-- DATA PROVIDED --
_ _ _
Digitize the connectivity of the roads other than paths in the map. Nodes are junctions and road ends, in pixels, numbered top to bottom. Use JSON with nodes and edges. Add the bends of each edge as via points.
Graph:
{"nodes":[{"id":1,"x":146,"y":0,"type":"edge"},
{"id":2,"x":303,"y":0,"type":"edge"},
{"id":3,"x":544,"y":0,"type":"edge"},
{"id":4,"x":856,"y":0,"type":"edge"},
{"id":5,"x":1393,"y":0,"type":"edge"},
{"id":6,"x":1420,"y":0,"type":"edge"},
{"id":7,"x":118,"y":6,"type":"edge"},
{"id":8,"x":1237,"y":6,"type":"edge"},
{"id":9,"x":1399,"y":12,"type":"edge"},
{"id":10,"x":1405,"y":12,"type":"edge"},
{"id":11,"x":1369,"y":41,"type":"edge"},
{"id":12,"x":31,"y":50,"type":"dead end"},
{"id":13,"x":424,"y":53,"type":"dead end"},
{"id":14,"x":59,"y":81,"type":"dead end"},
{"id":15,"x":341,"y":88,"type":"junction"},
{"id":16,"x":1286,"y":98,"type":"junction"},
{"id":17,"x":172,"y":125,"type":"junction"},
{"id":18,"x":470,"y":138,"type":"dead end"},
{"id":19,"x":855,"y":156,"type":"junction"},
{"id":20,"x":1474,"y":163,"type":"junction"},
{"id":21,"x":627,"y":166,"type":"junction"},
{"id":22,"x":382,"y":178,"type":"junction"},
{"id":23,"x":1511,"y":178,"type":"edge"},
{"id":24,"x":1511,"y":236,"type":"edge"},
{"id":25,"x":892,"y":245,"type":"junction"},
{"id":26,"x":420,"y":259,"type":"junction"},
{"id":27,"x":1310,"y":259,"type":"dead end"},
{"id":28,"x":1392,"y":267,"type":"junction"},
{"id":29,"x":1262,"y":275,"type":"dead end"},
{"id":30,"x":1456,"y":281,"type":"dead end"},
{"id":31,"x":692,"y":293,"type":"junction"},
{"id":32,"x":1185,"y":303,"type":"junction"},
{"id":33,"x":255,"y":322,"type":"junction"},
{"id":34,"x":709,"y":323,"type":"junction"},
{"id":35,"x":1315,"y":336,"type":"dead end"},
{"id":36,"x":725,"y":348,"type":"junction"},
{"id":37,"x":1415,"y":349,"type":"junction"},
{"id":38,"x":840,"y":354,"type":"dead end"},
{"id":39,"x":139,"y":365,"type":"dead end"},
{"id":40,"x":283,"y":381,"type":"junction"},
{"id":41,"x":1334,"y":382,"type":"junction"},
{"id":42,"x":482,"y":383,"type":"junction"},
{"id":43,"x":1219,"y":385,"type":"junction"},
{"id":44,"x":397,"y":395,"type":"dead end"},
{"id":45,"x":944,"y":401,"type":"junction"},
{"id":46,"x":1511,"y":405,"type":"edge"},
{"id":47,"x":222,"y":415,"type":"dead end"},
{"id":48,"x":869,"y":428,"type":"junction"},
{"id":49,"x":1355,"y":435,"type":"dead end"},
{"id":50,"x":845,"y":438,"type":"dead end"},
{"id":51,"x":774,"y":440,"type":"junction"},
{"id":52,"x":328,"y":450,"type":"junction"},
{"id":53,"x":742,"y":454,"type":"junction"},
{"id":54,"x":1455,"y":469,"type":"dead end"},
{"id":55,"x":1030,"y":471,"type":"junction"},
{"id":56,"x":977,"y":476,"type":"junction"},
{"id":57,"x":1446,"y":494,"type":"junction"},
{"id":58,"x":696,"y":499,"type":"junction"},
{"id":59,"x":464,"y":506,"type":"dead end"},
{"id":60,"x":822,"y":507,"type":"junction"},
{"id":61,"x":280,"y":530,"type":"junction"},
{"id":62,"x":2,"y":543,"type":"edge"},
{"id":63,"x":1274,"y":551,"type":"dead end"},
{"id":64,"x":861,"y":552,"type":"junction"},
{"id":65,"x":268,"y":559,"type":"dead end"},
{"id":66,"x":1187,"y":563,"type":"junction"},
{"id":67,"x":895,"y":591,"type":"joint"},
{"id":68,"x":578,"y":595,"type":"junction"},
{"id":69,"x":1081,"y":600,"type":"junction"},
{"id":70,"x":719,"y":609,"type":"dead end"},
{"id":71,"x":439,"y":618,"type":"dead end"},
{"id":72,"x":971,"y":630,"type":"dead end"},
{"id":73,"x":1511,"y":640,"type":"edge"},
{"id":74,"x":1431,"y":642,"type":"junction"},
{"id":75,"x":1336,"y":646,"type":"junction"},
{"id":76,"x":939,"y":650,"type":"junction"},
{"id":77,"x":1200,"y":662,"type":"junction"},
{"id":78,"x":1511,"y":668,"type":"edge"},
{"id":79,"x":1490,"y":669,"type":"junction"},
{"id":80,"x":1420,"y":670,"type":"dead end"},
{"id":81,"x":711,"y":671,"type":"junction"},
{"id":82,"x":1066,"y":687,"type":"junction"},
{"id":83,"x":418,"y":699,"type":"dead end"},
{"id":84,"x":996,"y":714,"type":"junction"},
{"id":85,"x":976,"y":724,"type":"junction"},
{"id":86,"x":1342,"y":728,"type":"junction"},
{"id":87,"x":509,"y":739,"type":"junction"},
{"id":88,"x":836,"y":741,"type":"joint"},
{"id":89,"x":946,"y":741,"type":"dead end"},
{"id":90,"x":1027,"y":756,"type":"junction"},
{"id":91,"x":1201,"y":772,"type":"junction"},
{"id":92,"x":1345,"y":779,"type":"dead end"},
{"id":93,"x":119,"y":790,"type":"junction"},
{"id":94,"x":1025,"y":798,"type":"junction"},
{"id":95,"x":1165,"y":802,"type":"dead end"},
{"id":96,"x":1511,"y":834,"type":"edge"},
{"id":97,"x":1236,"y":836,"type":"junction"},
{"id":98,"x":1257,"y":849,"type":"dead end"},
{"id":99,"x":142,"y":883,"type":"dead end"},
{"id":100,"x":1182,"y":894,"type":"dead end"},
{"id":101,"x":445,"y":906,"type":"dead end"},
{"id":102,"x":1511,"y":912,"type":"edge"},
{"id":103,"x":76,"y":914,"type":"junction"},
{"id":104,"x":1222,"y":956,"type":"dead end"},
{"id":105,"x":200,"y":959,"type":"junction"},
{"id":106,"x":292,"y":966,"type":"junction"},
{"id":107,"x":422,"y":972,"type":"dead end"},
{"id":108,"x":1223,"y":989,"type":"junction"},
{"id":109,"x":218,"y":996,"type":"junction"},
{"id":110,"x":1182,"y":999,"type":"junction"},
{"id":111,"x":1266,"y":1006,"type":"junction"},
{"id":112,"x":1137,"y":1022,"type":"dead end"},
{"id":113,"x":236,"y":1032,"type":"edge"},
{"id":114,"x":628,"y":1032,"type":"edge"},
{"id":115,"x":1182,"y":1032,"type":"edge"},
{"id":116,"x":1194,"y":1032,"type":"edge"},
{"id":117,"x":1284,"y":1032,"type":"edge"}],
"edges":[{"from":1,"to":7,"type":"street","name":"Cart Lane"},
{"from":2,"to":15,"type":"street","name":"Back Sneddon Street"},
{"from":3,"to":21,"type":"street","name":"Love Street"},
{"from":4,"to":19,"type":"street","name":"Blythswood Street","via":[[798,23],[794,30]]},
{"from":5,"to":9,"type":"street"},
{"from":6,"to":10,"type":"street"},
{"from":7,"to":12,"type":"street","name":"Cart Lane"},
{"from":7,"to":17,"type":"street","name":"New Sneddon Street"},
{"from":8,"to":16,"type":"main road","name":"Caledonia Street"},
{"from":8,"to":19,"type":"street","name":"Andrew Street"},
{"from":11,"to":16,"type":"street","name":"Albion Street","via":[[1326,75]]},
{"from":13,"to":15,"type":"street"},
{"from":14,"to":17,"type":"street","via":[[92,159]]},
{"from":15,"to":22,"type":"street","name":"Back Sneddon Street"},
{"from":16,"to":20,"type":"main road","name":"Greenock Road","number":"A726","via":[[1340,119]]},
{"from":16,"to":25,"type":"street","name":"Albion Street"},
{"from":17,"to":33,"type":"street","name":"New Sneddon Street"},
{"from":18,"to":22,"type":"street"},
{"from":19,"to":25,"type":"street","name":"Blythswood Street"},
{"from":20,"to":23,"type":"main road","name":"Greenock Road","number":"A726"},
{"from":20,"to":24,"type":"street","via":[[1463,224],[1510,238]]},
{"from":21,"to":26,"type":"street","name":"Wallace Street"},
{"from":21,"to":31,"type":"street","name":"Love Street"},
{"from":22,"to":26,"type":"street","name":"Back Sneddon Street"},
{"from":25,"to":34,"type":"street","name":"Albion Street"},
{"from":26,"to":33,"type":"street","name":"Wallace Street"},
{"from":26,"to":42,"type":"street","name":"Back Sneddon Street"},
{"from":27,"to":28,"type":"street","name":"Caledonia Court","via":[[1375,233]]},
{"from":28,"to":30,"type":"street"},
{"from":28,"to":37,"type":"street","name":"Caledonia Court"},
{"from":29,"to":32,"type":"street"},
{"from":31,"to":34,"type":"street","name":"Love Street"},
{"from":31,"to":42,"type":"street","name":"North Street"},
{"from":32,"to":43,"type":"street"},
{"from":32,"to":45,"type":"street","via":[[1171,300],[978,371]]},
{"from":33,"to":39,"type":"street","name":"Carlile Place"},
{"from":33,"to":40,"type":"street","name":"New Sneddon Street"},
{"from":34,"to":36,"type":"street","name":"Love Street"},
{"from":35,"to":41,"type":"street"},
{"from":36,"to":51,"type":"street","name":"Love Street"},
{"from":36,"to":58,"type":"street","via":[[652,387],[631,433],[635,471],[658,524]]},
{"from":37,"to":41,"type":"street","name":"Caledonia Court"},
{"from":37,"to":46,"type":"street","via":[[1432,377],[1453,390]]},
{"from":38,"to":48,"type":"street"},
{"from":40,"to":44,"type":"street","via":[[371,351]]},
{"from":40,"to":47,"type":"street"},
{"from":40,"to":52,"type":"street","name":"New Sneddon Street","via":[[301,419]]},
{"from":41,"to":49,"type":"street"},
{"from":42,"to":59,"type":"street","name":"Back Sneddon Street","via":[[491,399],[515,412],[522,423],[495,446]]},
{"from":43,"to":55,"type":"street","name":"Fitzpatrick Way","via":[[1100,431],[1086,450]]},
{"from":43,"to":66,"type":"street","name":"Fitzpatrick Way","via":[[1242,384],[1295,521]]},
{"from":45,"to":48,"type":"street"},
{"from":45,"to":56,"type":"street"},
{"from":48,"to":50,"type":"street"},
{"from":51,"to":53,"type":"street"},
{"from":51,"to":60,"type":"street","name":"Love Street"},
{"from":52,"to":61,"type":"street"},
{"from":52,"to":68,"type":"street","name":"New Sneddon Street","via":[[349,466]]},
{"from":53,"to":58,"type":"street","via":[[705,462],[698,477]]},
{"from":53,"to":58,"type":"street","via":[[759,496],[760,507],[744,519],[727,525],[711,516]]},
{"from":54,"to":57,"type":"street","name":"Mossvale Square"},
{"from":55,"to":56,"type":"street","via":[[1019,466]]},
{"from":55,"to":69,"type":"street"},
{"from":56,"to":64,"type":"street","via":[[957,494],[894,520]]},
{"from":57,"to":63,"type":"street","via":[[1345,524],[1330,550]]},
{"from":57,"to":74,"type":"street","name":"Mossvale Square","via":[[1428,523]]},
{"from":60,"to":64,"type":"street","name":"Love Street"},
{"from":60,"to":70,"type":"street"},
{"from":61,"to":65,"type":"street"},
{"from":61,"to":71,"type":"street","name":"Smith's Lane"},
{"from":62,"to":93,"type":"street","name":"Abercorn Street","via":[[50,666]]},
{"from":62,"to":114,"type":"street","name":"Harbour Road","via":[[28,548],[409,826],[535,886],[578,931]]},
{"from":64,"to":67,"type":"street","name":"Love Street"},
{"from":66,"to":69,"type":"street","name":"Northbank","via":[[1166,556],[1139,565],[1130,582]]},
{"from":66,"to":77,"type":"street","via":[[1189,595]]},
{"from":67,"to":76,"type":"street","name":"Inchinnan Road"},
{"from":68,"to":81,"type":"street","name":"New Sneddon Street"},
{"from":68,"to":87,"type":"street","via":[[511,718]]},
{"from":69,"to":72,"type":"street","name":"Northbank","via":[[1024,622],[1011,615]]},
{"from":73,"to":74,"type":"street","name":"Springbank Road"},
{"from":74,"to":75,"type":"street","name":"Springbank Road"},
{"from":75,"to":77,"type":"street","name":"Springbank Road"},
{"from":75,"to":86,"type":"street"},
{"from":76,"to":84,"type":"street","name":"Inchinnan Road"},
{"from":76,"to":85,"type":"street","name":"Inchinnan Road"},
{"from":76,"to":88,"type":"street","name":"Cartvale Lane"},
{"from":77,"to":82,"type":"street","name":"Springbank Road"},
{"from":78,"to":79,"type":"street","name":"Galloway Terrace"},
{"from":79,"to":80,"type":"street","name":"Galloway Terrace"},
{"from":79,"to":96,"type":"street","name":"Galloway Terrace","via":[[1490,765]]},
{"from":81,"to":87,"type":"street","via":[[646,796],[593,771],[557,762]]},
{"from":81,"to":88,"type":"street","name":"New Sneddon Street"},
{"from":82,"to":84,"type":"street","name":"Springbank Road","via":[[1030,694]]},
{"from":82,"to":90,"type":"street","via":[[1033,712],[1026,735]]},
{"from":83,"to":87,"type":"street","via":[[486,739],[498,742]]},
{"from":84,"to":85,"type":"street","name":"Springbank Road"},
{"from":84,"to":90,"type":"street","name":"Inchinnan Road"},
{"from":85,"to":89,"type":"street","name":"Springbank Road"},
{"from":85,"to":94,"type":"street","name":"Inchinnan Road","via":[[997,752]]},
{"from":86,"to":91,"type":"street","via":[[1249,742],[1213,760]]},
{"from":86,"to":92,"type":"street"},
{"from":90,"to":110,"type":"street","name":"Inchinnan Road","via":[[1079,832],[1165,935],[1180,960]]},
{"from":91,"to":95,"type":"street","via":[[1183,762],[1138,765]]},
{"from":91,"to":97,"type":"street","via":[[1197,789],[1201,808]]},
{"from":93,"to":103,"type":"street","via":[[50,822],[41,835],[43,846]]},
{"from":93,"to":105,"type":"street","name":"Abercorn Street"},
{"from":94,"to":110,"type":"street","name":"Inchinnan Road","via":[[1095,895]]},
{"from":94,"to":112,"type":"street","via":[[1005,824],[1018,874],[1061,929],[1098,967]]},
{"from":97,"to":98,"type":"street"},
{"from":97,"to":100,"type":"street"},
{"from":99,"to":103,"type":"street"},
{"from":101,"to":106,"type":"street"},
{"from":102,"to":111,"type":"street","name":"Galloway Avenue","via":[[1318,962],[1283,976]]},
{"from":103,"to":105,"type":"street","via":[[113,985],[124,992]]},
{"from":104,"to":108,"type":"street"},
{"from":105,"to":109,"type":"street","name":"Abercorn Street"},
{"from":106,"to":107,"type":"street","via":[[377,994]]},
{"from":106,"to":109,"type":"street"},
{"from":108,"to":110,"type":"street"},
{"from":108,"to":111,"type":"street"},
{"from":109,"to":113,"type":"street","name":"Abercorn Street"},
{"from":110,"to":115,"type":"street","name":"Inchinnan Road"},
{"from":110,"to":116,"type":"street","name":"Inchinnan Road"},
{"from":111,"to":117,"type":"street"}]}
_ _ _
-- THE TASK --
Look over the entries above and tally the lines containing the string "joint"; the answer is that total only.

-- OUTPUT OF THE EXERCISE --
2